**EXERCISE DIRECTIONS:**
Retype all of the listing exactly, passing over any picture you find.

**SUPPLIED RECORDS:**
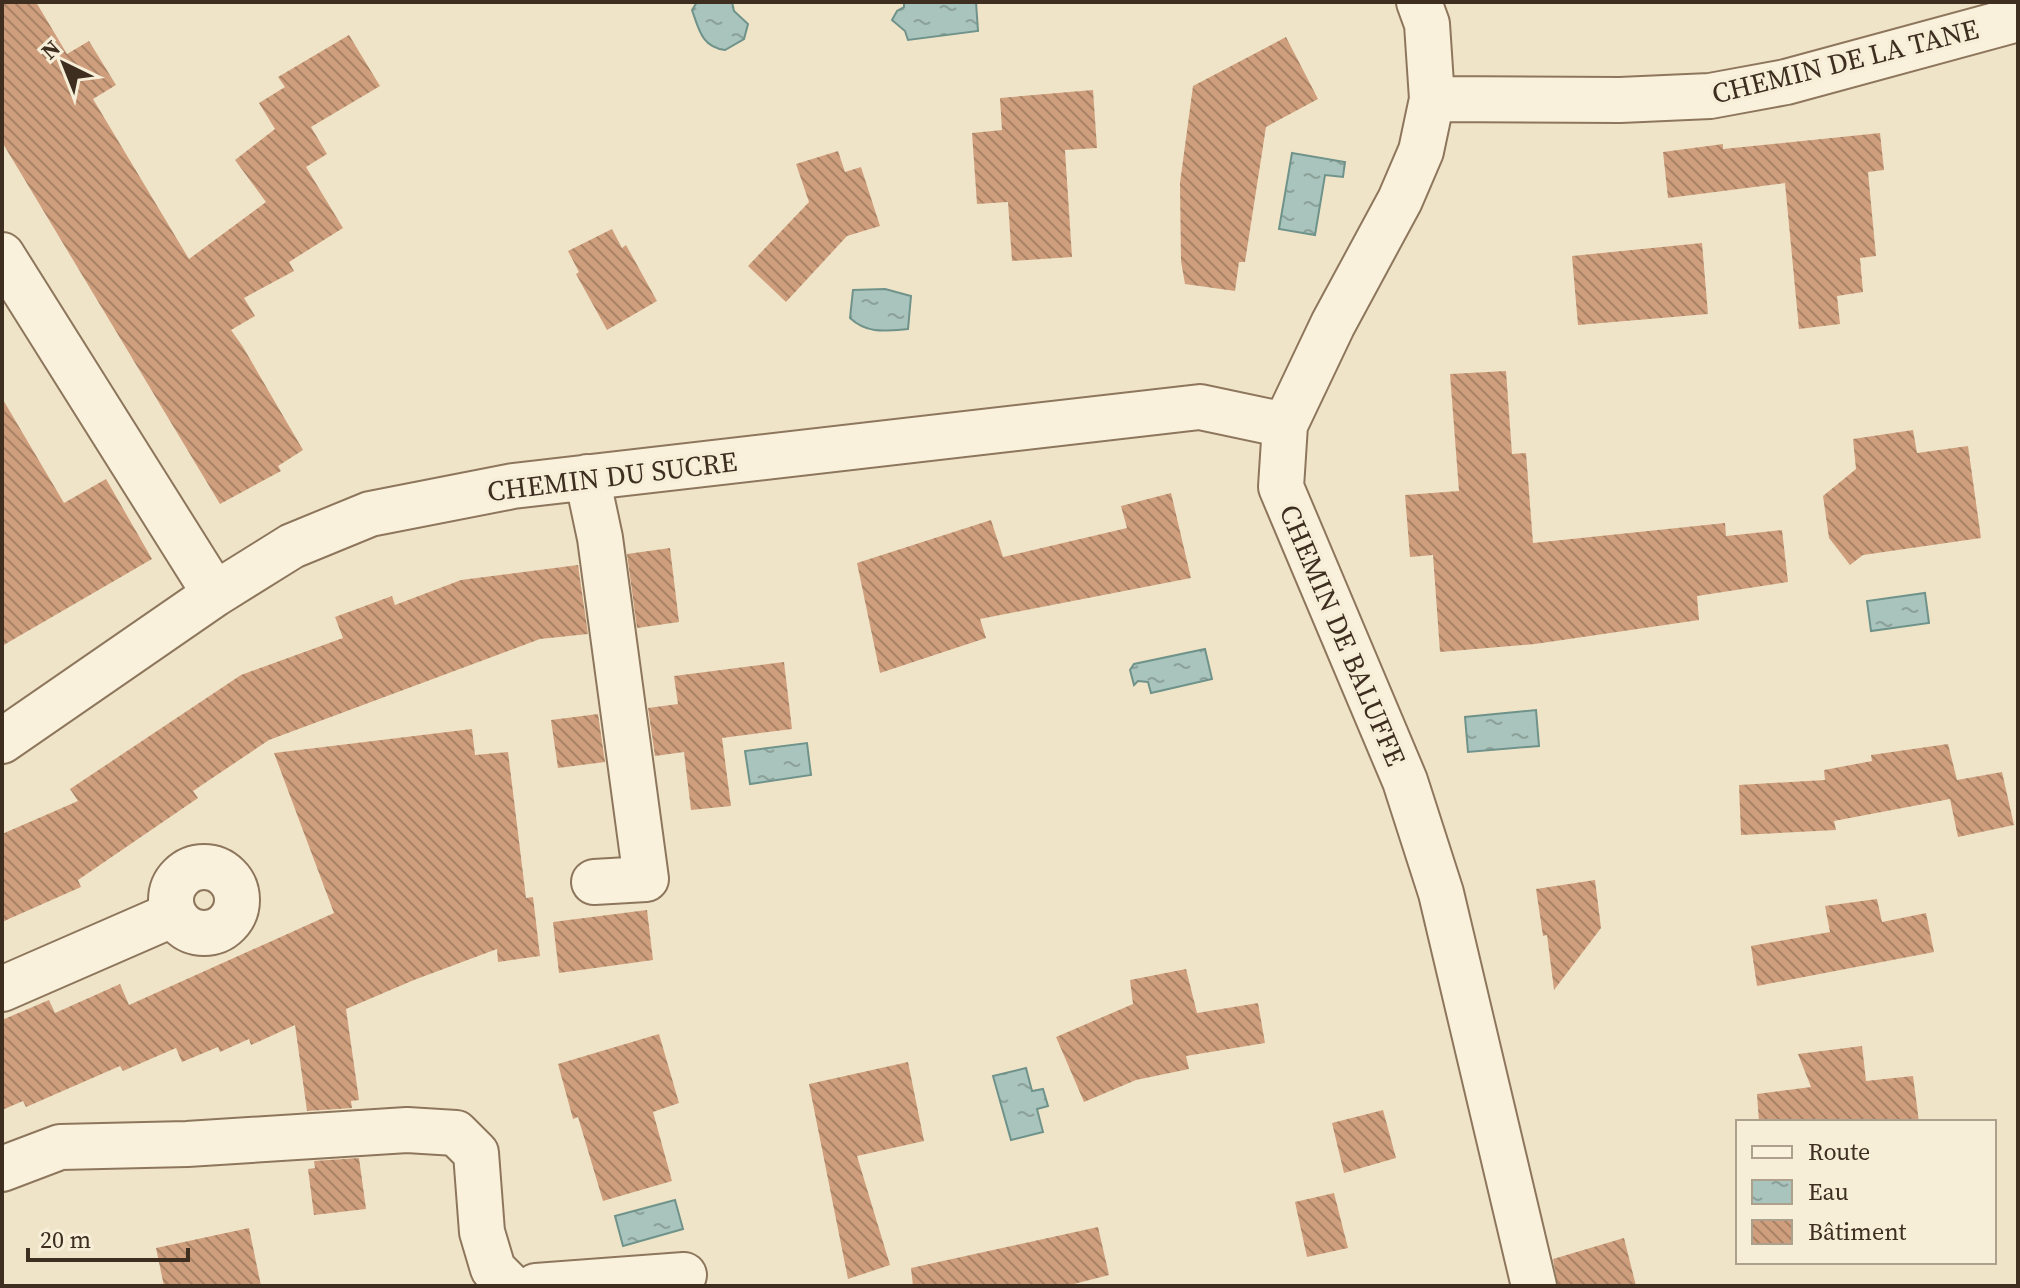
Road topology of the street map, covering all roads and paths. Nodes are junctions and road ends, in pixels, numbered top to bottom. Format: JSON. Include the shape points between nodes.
{"nodes":[{"id":1,"x":1419,"y":2,"type":"edge"},
{"id":2,"x":2018,"y":19,"type":"edge"},
{"id":3,"x":1432,"y":99,"type":"junction"},
{"id":4,"x":2,"y":256,"type":"edge"},
{"id":5,"x":1285,"y":425,"type":"junction"},
{"id":6,"x":587,"y":477,"type":"junction"},
{"id":7,"x":215,"y":594,"type":"junction"},
{"id":8,"x":6,"y":730,"type":"edge"},
{"id":9,"x":594,"y":882,"type":"dead end"},
{"id":10,"x":174,"y":914,"type":"dead end"},
{"id":11,"x":2,"y":989,"type":"edge"},
{"id":12,"x":2,"y":1169,"type":"edge"},
{"id":13,"x":684,"y":1275,"type":"dead end"},
{"id":14,"x":510,"y":1286,"type":"edge"},
{"id":15,"x":536,"y":1286,"type":"edge"},
{"id":16,"x":1534,"y":1286,"type":"edge"}],
"edges":[{"from":1,"to":3,"type":"street","name":"CHEMIN DE BALUFFE","via":[[1427,24]]},
{"from":2,"to":3,"type":"street","name":"CHEMIN DE LA TANE","via":[[1786,82],[1710,96]]},
{"from":3,"to":5,"type":"street","name":"CHEMIN DE BALUFFE","via":[[1421,151],[1400,200]]},
{"from":4,"to":7,"type":"street"},
{"from":5,"to":6,"type":"street","name":"CHEMIN DU SUCRE","via":[[1200,407]]},
{"from":5,"to":16,"type":"street","name":"CHEMIN DE BALUFFE","via":[[1281,487],[1405,781],[1436,879]]},
{"from":6,"to":7,"type":"street","name":"CHEMIN DU SUCRE","via":[[370,514],[292,546]]},
{"from":6,"to":9,"type":"street","via":[[600,538],[646,879]]},
{"from":7,"to":8,"type":"street","name":"CHEMIN DU SUCRE"},
{"from":10,"to":11,"type":"street"},
{"from":12,"to":14,"type":"street","via":[[60,1147],[407,1130],[456,1133],[476,1153],[482,1232],[493,1269]]},
{"from":13,"to":15,"type":"street"}]}
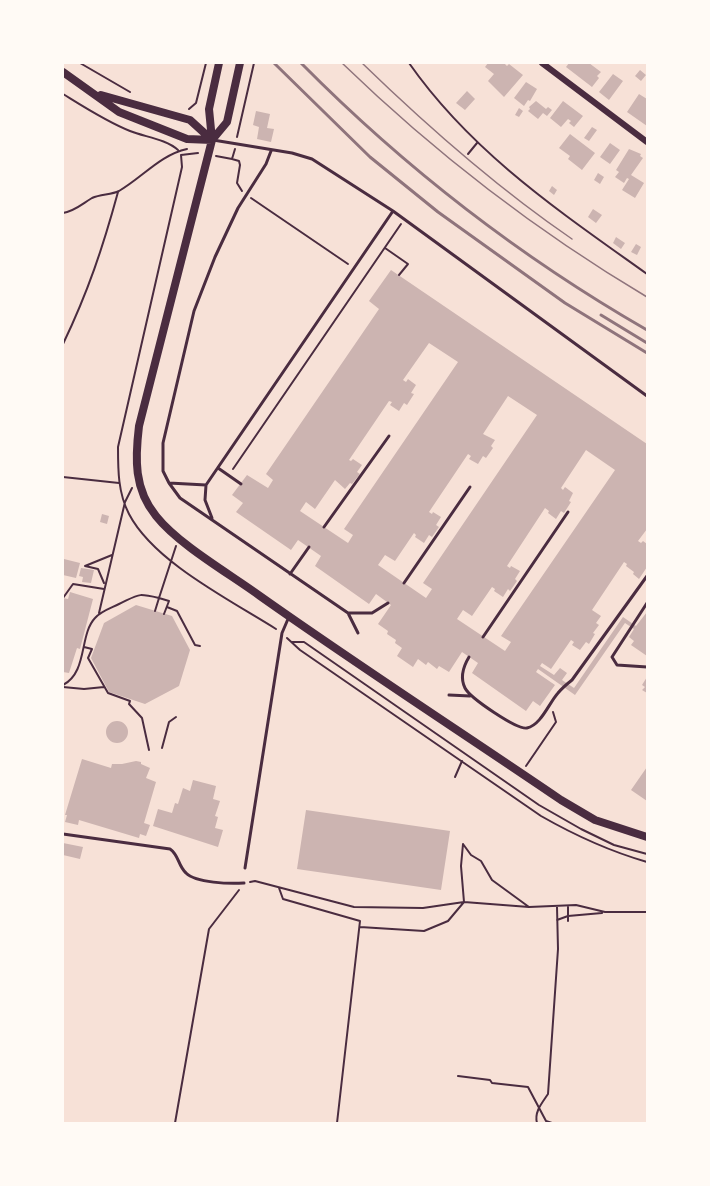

**WORKED SOLUTION:**
Road topology of the street map, covering all roads and paths. Nodes are junctions and road ends, in pixels, numbered top to bottom. Format: JSON. Include the shape points between nodes.
{"nodes":[{"id":1,"x":1419,"y":2,"type":"edge"},
{"id":2,"x":2018,"y":19,"type":"edge"},
{"id":3,"x":1432,"y":99,"type":"junction"},
{"id":4,"x":2,"y":256,"type":"edge"},
{"id":5,"x":1285,"y":425,"type":"junction"},
{"id":6,"x":587,"y":477,"type":"junction"},
{"id":7,"x":215,"y":594,"type":"junction"},
{"id":8,"x":6,"y":730,"type":"edge"},
{"id":9,"x":594,"y":882,"type":"dead end"},
{"id":10,"x":174,"y":914,"type":"dead end"},
{"id":11,"x":2,"y":989,"type":"edge"},
{"id":12,"x":2,"y":1169,"type":"edge"},
{"id":13,"x":684,"y":1275,"type":"dead end"},
{"id":14,"x":510,"y":1286,"type":"edge"},
{"id":15,"x":536,"y":1286,"type":"edge"},
{"id":16,"x":1534,"y":1286,"type":"edge"}],
"edges":[{"from":1,"to":3,"type":"street","name":"CHEMIN DE BALUFFE","via":[[1427,24]]},
{"from":2,"to":3,"type":"street","name":"CHEMIN DE LA TANE","via":[[1786,82],[1710,96]]},
{"from":3,"to":5,"type":"street","name":"CHEMIN DE BALUFFE","via":[[1421,151],[1400,200]]},
{"from":4,"to":7,"type":"street"},
{"from":5,"to":6,"type":"street","name":"CHEMIN DU SUCRE","via":[[1200,407]]},
{"from":5,"to":16,"type":"street","name":"CHEMIN DE BALUFFE","via":[[1281,487],[1405,781],[1436,879]]},
{"from":6,"to":7,"type":"street","name":"CHEMIN DU SUCRE","via":[[370,514],[292,546]]},
{"from":6,"to":9,"type":"street","via":[[600,538],[646,879]]},
{"from":7,"to":8,"type":"street","name":"CHEMIN DU SUCRE"},
{"from":10,"to":11,"type":"street"},
{"from":12,"to":14,"type":"street","via":[[60,1147],[407,1130],[456,1133],[476,1153],[482,1232],[493,1269]]},
{"from":13,"to":15,"type":"street"}]}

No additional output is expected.